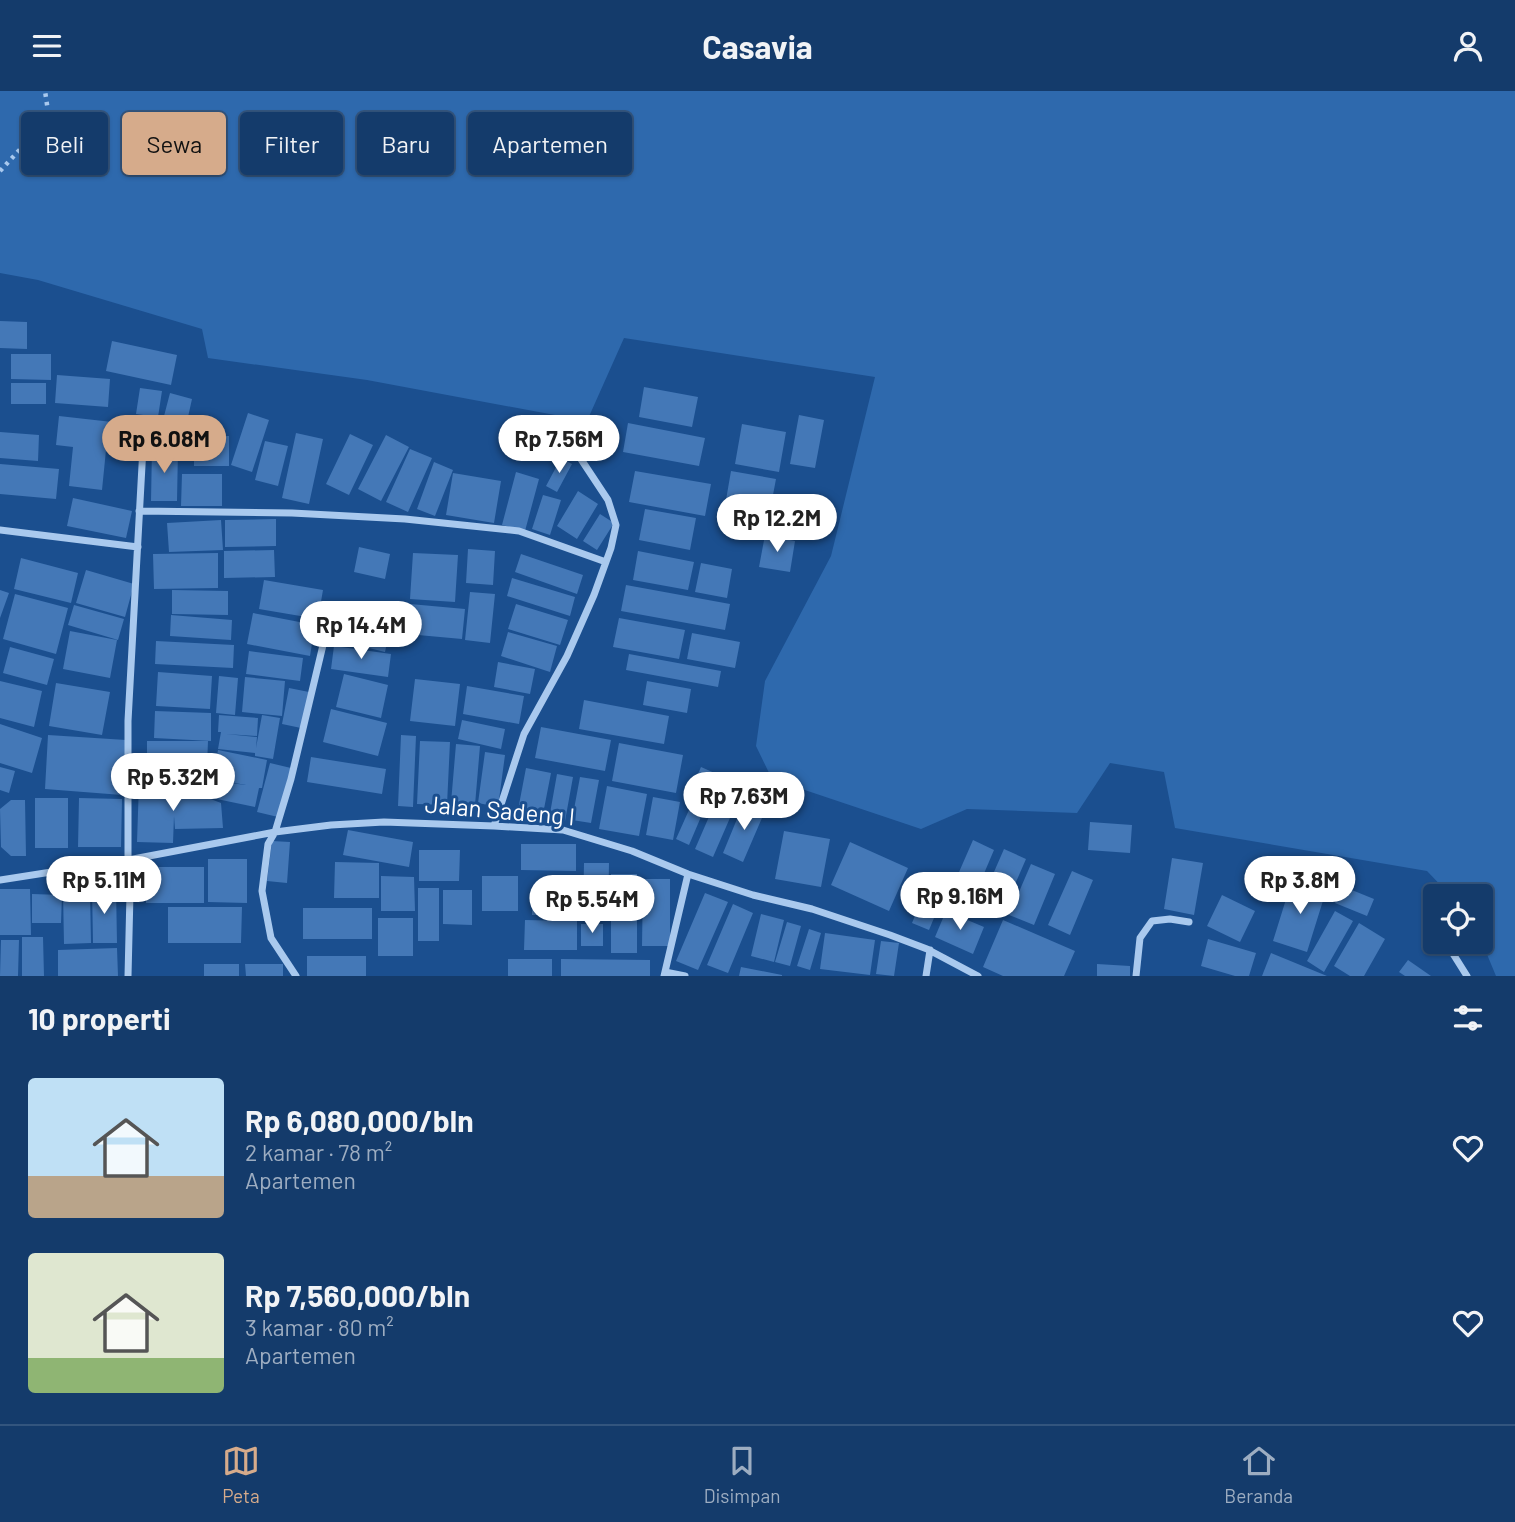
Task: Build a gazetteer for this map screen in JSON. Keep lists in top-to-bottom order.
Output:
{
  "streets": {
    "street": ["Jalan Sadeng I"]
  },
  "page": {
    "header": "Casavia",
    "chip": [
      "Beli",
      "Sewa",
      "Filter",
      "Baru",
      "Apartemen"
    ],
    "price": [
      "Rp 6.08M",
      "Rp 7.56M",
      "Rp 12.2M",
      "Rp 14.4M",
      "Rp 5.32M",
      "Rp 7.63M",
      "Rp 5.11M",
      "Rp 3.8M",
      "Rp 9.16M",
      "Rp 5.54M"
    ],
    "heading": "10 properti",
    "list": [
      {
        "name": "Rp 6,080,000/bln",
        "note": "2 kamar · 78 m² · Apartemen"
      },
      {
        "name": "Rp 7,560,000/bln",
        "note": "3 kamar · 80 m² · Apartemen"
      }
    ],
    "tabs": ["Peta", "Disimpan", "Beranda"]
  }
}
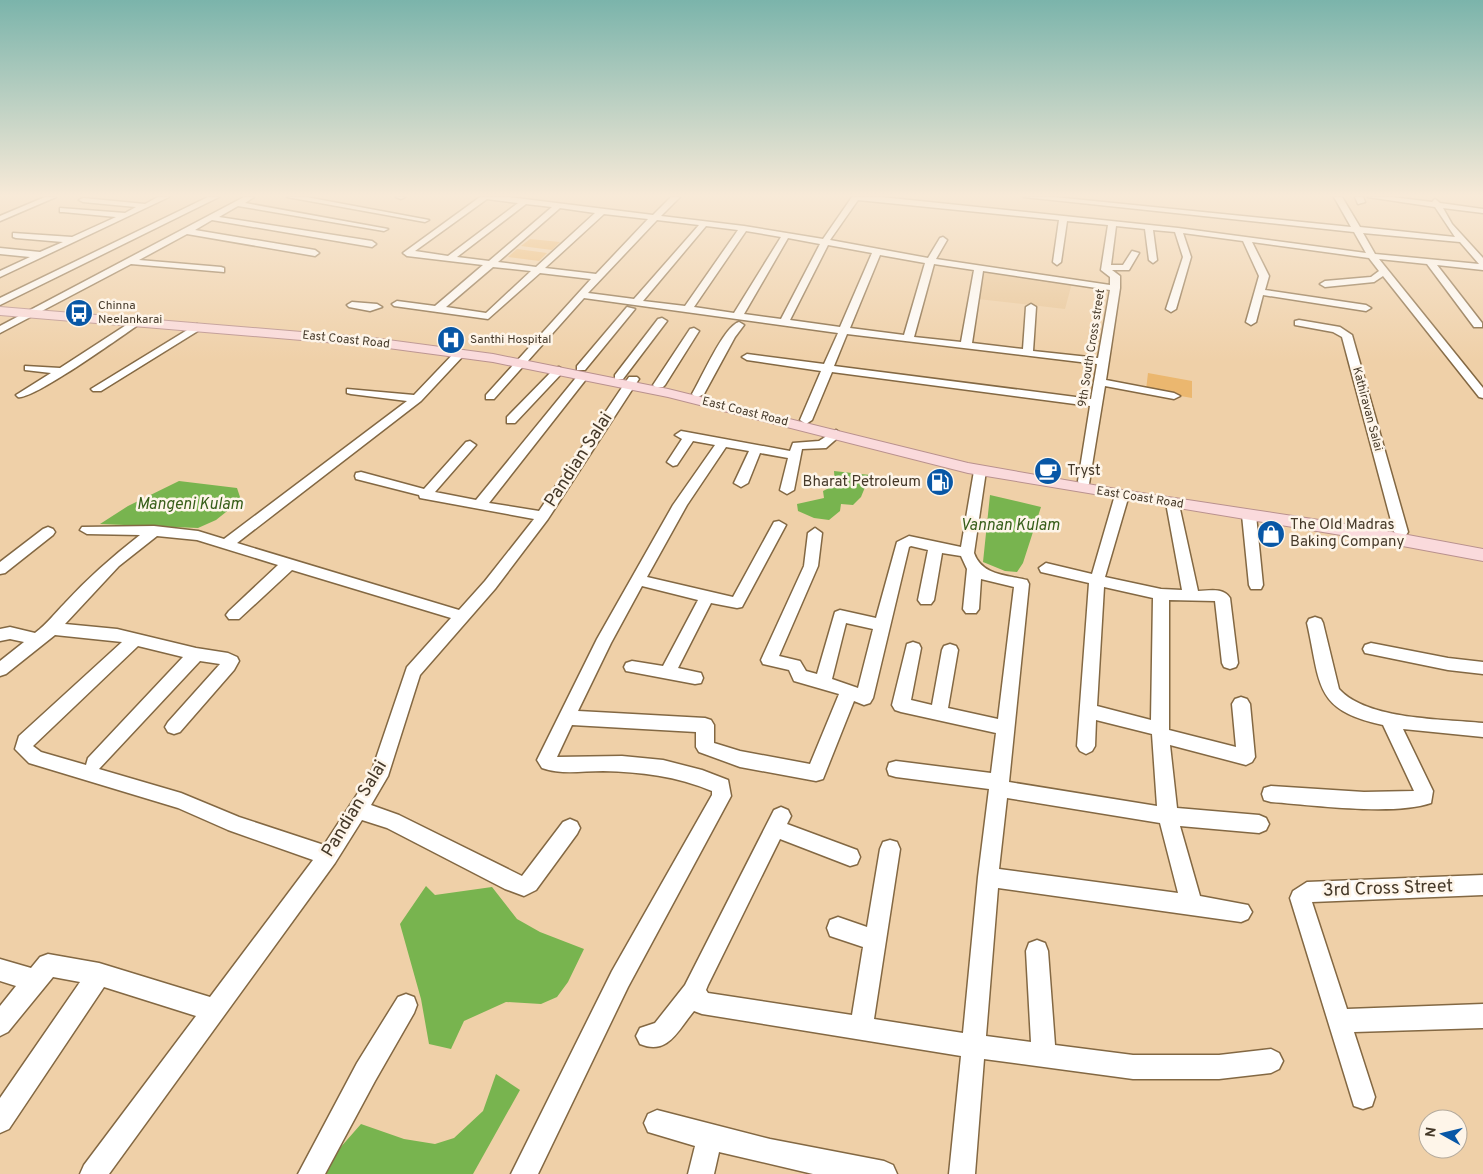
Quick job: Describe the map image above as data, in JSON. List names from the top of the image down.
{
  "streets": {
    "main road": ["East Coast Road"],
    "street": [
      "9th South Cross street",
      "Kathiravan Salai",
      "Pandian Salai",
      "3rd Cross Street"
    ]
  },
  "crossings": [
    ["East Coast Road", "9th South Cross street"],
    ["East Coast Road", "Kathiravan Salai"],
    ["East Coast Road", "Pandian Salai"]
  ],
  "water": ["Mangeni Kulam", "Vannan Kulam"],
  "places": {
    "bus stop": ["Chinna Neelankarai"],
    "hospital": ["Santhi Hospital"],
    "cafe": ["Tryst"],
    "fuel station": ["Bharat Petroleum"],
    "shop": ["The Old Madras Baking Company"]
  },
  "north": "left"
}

■ ■ ■

=== EXERCISE DIRECTIONS ===
Type the records out again in full, exactly, with each picture omitted.

=== PROBLEM SOLUTION ===
Task: Build a gazetteer for this map screen in JSON. Keep lists in top-to-bottom order.
Output:
{
  "streets": {
    "street": ["Jalan Sadeng I"]
  },
  "page": {
    "header": "Casavia",
    "chip": [
      "Beli",
      "Sewa",
      "Filter",
      "Baru",
      "Apartemen"
    ],
    "price": [
      "Rp 6.08M",
      "Rp 7.56M",
      "Rp 12.2M",
      "Rp 14.4M",
      "Rp 5.32M",
      "Rp 7.63M",
      "Rp 5.11M",
      "Rp 3.8M",
      "Rp 9.16M",
      "Rp 5.54M"
    ],
    "heading": "10 properti",
    "list": [
      {
        "name": "Rp 6,080,000/bln",
        "note": "2 kamar · 78 m² · Apartemen"
      },
      {
        "name": "Rp 7,560,000/bln",
        "note": "3 kamar · 80 m² · Apartemen"
      }
    ],
    "tabs": ["Peta", "Disimpan", "Beranda"]
  }
}
Quick job: Describe the map image above as data, in JSON. List names from the top of the image down.
{
  "streets": {
    "main road": ["East Coast Road"],
    "street": [
      "9th South Cross street",
      "Kathiravan Salai",
      "Pandian Salai",
      "3rd Cross Street"
    ]
  },
  "crossings": [
    ["East Coast Road", "9th South Cross street"],
    ["East Coast Road", "Kathiravan Salai"],
    ["East Coast Road", "Pandian Salai"]
  ],
  "water": ["Mangeni Kulam", "Vannan Kulam"],
  "places": {
    "bus stop": ["Chinna Neelankarai"],
    "hospital": ["Santhi Hospital"],
    "cafe": ["Tryst"],
    "fuel station": ["Bharat Petroleum"],
    "shop": ["The Old Madras Baking Company"]
  },
  "north": "left"
}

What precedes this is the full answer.